Amelie descendit brièvement saluer les gens chez qui elle habitait. Bien que sa belle-mère et les petites casse-pieds l’aient accueillie gentiment, elle ne pensait ni ne disait jamais : ma famille. Puis elle remonta dans sa chambre et s’allongea sur le lit pour réfléchir. À côté retentissait la chasse des toilettes. Qu’y avait-il donc sur ces tableaux ? Thies peignait toujours des trucs abstraits excepté ce portrait lubrique d’elle qu’elle avait vu avant-hier. Pourquoi voulait-il cacher ceux-là ? Ça devait être rudement important à ses yeux pour qu’il sonne chez elle et lui donne quelque chose qu’il ne montrait à personne.
Amelie attendit que le silence retombe dans la maison et sortit le rouleau. Il était assez lourd, il devait y avoir plus de deux ou trois tableaux. Et ça ne sentait pas la peinture comme pour les toiles qu’on vient de peindre. Prudemment elle défit les innombrables bandes avec lesquelles Thies avaient entouré le rouleau. Il y avait huit tableaux d’un assez petit format. Et ils ne ressemblaient pas à ceux que Thies avait l’habitude de peindre. Ils étaient figuratifs et fidèles à la réalité avec des gens qui… Amelie se figea et observa en détail le premier tableau. Elle sentit les poils de sa nuque se hérisser et son cœur se mit à battre. Devant une grande grange aux portes largement ouvertes, deux garçons se penchaient sur une fille blonde allongée sur le sol, dont la tête gisait dans une mare de sang. Un autre jeune avec des cheveux noirs bouclés était debout à côté, un quatrième, avec une figure où se lisait la panique, courait droit sur le spectateur. Et ce quatrième c’était… Thies ! Elle parcourut fiévreusement les autres tableaux.
— Mon Dieu ! murmura-t-elle.
La grange dont la porte était ouverte, à côté l’étable un peu basse, les mêmes personnes. Thies était assis à côté de la grange, le garçon aux boucles sombres se tenait devant la porte ouverte de l’étable et observait les autres à l’intérieur. Un des garçons violait la fille blonde, l’autre garçon la tenait.
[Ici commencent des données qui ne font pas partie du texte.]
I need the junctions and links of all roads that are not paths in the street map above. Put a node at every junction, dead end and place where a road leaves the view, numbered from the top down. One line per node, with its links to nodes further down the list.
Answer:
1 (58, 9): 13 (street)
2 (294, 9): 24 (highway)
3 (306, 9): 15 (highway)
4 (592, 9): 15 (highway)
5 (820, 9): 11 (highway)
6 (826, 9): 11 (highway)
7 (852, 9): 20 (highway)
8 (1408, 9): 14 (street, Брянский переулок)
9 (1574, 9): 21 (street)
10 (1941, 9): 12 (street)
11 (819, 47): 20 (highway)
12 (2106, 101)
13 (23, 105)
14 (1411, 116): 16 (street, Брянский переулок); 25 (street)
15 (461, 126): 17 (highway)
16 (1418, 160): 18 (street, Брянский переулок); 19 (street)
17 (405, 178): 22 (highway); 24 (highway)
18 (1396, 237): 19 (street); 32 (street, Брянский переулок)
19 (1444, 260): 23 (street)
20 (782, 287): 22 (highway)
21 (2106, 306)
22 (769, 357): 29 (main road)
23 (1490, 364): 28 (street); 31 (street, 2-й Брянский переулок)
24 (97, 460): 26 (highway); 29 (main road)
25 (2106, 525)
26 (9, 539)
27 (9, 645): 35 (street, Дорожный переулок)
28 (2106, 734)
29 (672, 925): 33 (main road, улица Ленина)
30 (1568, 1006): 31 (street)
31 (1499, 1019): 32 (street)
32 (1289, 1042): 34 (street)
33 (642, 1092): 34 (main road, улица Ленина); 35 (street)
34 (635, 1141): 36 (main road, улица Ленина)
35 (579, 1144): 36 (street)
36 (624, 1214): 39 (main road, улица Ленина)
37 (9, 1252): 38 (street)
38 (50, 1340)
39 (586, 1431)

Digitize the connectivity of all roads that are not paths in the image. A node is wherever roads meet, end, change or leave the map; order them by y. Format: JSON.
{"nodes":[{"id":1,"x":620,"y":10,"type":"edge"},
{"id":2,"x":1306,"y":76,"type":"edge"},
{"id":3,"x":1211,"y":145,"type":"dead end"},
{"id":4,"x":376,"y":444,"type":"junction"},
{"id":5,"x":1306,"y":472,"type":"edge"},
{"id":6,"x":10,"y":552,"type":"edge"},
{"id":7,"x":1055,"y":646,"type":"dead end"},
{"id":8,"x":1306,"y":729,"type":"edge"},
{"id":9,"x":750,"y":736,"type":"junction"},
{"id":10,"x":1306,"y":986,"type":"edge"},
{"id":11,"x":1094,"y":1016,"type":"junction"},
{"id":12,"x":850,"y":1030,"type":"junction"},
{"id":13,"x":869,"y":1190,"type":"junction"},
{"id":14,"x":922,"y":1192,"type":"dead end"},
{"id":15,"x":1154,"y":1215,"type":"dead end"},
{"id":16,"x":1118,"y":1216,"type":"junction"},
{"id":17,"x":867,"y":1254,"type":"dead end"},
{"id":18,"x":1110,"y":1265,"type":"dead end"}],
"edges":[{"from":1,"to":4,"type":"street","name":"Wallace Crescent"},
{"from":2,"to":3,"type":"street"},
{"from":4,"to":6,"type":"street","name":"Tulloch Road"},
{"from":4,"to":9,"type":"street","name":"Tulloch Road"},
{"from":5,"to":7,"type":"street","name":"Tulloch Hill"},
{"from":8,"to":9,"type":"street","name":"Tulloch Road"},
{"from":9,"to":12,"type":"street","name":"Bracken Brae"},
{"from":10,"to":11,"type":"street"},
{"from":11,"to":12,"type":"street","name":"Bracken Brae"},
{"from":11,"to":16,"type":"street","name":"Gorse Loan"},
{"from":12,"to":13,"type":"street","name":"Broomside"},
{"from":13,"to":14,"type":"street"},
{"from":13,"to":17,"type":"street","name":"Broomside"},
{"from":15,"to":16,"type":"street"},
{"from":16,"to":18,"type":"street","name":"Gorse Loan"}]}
Amelie avala sa salive et prit un autre tableau. À nouveau la grange, une autre fille avec de longs cheveux noirs et une étroite robe bleu clair embrassait un homme. Il avait une main sur ses seins et une jambe autour de ses cuisses. La scène paraissait incroyablement réaliste. À l’arrière-plan de la grange obscure on reconnaissait sur un autre tableau le garçon aux boucles brunes. Les tableaux ressemblaient à des photographies. Thies avait reproduit chaque détail, la couleur des vêtements, la chaîne de cou de la fille, l’inscription sur un T-shirt. Incroyable ! Ces tableaux montraient sans aucun doute la cour de la famille Sartorius. Et ils représentaient les événements de septembre 1997. Amelie déroula le dernier tableau et se figea. La maison était tellement silencieuse qu’elle entendait son pouls battre dans ses oreilles. L’image montrait l’homme qui embrassait la fille brune, de face. Elle le connaissait. Elle le connaissait bien.